━━━ RECORDS PROVIDED ━━━

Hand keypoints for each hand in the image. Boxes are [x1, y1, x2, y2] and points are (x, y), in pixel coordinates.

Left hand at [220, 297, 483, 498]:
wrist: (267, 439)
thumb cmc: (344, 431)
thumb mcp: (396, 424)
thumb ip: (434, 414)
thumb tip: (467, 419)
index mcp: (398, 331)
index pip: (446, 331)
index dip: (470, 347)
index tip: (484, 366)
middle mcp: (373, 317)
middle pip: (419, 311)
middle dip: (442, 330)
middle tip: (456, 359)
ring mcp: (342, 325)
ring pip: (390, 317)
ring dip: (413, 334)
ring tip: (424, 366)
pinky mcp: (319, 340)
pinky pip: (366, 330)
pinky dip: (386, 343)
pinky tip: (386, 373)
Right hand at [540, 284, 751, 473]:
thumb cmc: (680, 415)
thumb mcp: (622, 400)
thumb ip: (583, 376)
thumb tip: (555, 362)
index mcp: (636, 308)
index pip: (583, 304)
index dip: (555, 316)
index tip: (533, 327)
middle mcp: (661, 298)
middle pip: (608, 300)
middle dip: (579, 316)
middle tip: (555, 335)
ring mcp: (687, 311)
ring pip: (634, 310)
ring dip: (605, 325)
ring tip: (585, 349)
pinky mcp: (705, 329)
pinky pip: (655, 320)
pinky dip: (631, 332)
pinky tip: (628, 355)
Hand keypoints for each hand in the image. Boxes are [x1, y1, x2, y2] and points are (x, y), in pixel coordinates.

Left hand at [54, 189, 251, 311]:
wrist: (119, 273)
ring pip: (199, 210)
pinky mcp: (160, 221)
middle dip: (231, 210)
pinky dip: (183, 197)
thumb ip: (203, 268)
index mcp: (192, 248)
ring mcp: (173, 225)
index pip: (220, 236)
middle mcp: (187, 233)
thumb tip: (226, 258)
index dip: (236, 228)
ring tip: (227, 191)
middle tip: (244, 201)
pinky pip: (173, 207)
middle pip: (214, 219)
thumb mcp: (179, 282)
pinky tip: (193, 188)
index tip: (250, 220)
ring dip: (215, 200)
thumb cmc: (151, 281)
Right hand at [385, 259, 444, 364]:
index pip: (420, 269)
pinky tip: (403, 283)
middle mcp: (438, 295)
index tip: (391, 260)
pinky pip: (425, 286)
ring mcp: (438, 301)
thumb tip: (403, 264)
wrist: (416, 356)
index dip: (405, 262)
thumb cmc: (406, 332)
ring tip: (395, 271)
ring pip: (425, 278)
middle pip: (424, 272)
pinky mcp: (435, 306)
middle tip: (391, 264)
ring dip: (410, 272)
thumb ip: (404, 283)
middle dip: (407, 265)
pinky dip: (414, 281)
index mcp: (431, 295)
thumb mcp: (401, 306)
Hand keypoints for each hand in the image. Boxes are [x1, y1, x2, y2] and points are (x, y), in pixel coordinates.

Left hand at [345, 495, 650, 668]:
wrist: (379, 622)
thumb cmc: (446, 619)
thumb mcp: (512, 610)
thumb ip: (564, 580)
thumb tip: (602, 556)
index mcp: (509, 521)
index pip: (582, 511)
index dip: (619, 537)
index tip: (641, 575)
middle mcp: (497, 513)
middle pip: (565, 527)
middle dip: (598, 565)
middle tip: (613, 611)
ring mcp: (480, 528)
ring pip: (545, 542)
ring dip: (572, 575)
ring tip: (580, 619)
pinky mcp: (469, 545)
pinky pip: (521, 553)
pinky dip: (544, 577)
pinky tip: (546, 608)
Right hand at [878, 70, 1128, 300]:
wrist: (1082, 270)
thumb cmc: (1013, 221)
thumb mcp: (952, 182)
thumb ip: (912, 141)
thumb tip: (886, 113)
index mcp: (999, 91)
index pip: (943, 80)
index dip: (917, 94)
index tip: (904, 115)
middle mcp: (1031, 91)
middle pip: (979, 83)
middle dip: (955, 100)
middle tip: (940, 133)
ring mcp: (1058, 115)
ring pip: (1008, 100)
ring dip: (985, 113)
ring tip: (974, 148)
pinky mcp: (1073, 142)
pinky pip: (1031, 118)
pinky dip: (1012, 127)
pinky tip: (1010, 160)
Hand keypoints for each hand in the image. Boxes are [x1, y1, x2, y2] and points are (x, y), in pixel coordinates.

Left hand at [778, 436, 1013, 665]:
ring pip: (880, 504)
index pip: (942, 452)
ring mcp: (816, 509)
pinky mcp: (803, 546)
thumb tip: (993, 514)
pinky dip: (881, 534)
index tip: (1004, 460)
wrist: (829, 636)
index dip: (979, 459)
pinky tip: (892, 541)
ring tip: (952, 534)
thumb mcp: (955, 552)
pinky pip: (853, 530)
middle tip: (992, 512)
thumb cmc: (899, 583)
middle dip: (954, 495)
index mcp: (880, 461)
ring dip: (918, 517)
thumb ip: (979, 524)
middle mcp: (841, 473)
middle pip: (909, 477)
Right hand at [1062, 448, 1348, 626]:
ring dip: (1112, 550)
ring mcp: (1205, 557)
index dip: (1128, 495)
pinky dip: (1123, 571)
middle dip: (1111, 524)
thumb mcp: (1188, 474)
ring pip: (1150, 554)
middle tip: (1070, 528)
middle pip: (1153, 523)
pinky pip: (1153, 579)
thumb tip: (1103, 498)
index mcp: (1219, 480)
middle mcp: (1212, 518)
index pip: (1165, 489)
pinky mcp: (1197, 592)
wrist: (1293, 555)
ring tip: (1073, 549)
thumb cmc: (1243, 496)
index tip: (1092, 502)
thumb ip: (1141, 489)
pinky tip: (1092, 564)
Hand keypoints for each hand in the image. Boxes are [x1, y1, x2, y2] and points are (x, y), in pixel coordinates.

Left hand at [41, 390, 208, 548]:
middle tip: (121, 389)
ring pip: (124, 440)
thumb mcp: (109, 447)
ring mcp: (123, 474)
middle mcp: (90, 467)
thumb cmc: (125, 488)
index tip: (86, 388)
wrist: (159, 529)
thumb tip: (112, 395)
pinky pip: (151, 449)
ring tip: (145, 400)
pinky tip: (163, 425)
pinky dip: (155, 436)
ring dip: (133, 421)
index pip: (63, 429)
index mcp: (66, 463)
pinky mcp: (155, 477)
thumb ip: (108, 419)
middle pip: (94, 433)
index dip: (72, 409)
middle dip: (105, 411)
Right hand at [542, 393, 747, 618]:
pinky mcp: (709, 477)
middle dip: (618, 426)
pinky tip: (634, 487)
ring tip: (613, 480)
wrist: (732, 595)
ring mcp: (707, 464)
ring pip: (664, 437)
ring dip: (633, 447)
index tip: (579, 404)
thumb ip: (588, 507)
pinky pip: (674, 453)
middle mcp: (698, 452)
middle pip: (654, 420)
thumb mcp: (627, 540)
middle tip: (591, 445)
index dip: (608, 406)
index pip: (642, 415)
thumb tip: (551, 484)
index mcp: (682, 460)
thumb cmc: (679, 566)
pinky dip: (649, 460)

━━━

#### WORK REQUEST
Repeat the material in full, exactly as it reads.

#### YOUR RESPONSE
Hand keypoints for each hand in the image. Boxes are [x1, y1, x2, y2] and points are (x, y), in pixel coordinates.

Left hand at [220, 297, 483, 498]:
wrist: (267, 439)
thumb cmc: (344, 431)
thumb mcp: (396, 424)
thumb ip: (434, 414)
thumb tip: (467, 419)
index mcp: (398, 331)
index pip: (446, 331)
index dip: (470, 347)
index tip: (484, 366)
middle mcp: (373, 317)
middle pip: (419, 311)
middle dip: (442, 330)
middle tip: (456, 359)
ring mcp: (342, 325)
ring pip: (390, 317)
ring dip: (413, 334)
ring tip: (424, 366)
pinky mcp: (319, 340)
pinky pip: (366, 330)
pinky dip: (386, 343)
pinky tip: (386, 373)
Right hand at [540, 284, 751, 473]:
thumb cmc: (680, 415)
thumb mcp: (622, 400)
thumb ip: (583, 376)
thumb tip: (555, 362)
index mcp: (636, 308)
index pip: (583, 304)
index dip: (555, 316)
index tip: (533, 327)
middle mcp: (661, 298)
middle pip: (608, 300)
middle dip: (579, 316)
middle tip: (555, 335)
ring mcp: (687, 311)
ring pip: (634, 310)
ring dip: (605, 325)
ring tip: (585, 349)
pinky mcp: (705, 329)
pinky pip: (655, 320)
pinky dip: (631, 332)
pinky tip: (628, 355)
Hand keypoints for each hand in the image. Boxes are [x1, y1, x2, y2] and points are (x, y), in pixel coordinates.

Left hand at [54, 189, 251, 311]:
wrist: (119, 273)
ring pip: (199, 210)
pinky mcp: (160, 221)
middle dip: (231, 210)
pinky dip: (183, 197)
thumb ip: (203, 268)
index mcp: (192, 248)
ring mcp: (173, 225)
index pip: (220, 236)
middle mcp: (187, 233)
thumb tip: (226, 258)
index dip: (236, 228)
ring tip: (227, 191)
middle tip: (244, 201)
pinky pip: (173, 207)
middle pip: (214, 219)
thumb mcp: (179, 282)
pinky tip: (193, 188)
index tip: (250, 220)
ring dip: (215, 200)
thumb cmc: (151, 281)
Right hand at [385, 259, 444, 364]:
index pip: (420, 269)
pinky tip: (403, 283)
middle mcp: (438, 295)
index tip: (391, 260)
pinky pip: (425, 286)
ring mcp: (438, 301)
thumb tip: (403, 264)
wrist: (416, 356)
index dip: (405, 262)
thumb cmc: (406, 332)
ring tip: (395, 271)
ring pip: (425, 278)
middle pip: (424, 272)
pinky mcp: (435, 306)
middle tip: (391, 264)
ring dip: (410, 272)
thumb ip: (404, 283)
middle dip: (407, 265)
pinky dip: (414, 281)
index mcp: (431, 295)
thumb mcp: (401, 306)
Hand keypoints for each hand in the image. Boxes are [x1, y1, x2, y2] and points are (x, y), in pixel coordinates.

Left hand at [345, 495, 650, 668]:
wrist: (379, 622)
thumb cmc: (446, 619)
thumb mcp: (512, 610)
thumb ip: (564, 580)
thumb tip: (602, 556)
index mcp: (509, 521)
index pip: (582, 511)
index dip: (619, 537)
index tip: (641, 575)
middle mcp: (497, 513)
middle pip: (565, 527)
middle dip: (598, 565)
middle tip: (613, 611)
ring mcp: (480, 528)
ring pip: (545, 542)
ring dip: (572, 575)
ring tip: (580, 619)
pinky mcp: (469, 545)
pinky pip: (521, 553)
pinky dip: (544, 577)
pinky tip: (546, 608)
Right hand at [878, 70, 1128, 300]:
wrist: (1082, 270)
thumb cmc: (1013, 221)
thumb mcp: (952, 182)
thumb ip: (912, 141)
thumb tip: (886, 113)
index mcp: (999, 91)
index pip: (943, 80)
index dip: (917, 94)
index tip: (904, 115)
middle mcp: (1031, 91)
middle pip: (979, 83)
middle dip: (955, 100)
middle tip: (940, 133)
ring mcp: (1058, 115)
ring pip: (1008, 100)
ring dip: (985, 113)
ring tip: (974, 148)
pinky mcp: (1073, 142)
pinky pip: (1031, 118)
pinky dip: (1012, 127)
pinky tip: (1010, 160)
Hand keypoints for each hand in the image. Boxes are [x1, y1, x2, y2] and points are (x, y), in pixel coordinates.

Left hand at [778, 436, 1013, 665]:
ring pip: (880, 504)
index pip: (942, 452)
ring mcp: (816, 509)
pinky mcp: (803, 546)
thumb tip: (993, 514)
pinky dip: (881, 534)
index tip: (1004, 460)
wrist: (829, 636)
index dip: (979, 459)
pinky tip: (892, 541)
ring tip: (952, 534)
thumb mcp: (955, 552)
pinky pip: (853, 530)
middle tip: (992, 512)
thumb cmc: (899, 583)
middle dip: (954, 495)
index mcp: (880, 461)
ring dip: (918, 517)
thumb ip: (979, 524)
middle mcp: (841, 473)
middle pip: (909, 477)
Right hand at [1062, 448, 1348, 626]:
ring dip: (1112, 550)
ring mcp: (1205, 557)
index dip: (1128, 495)
pinky dip: (1123, 571)
middle dip: (1111, 524)
thumb mcp: (1188, 474)
ring pip: (1150, 554)
middle tip: (1070, 528)
middle pip: (1153, 523)
pinky pip: (1153, 579)
thumb tip: (1103, 498)
index mcp: (1219, 480)
middle mcp: (1212, 518)
index pip: (1165, 489)
pinky mcp: (1197, 592)
wrist: (1293, 555)
ring tip: (1073, 549)
thumb cmc: (1243, 496)
index tip: (1092, 502)
thumb ip: (1141, 489)
pinky tip: (1092, 564)
Hand keypoints for each hand in the image. Boxes are [x1, y1, x2, y2] and points are (x, y), in pixel coordinates.

Left hand at [41, 390, 208, 548]:
middle tip: (121, 389)
ring pip: (124, 440)
thumb mcp: (109, 447)
ring mcp: (123, 474)
middle mcp: (90, 467)
thumb cmc: (125, 488)
index tip: (86, 388)
wrist: (159, 529)
thumb tip: (112, 395)
pinky pip: (151, 449)
ring tip: (145, 400)
pinky tip: (163, 425)
pinky dip: (155, 436)
ring dip: (133, 421)
index pip: (63, 429)
index mcp: (66, 463)
pinky mcp: (155, 477)
thumb ip: (108, 419)
middle pip: (94, 433)
index dip: (72, 409)
middle dip: (105, 411)
Right hand at [542, 393, 747, 618]:
pinky mcp: (709, 477)
middle dip: (618, 426)
pinky tip: (634, 487)
ring tip: (613, 480)
wrist: (732, 595)
ring mcp: (707, 464)
ring pip: (664, 437)
ring dip: (633, 447)
index tip: (579, 404)
thumb ip: (588, 507)
pinky pip: (674, 453)
middle mcp: (698, 452)
middle pip: (654, 420)
thumb mcp: (627, 540)
middle tip: (591, 445)
index dip: (608, 406)
index pip: (642, 415)
thumb tip: (551, 484)
index mcp: (682, 460)
thumb cmc: (679, 566)
pinky dip: (649, 460)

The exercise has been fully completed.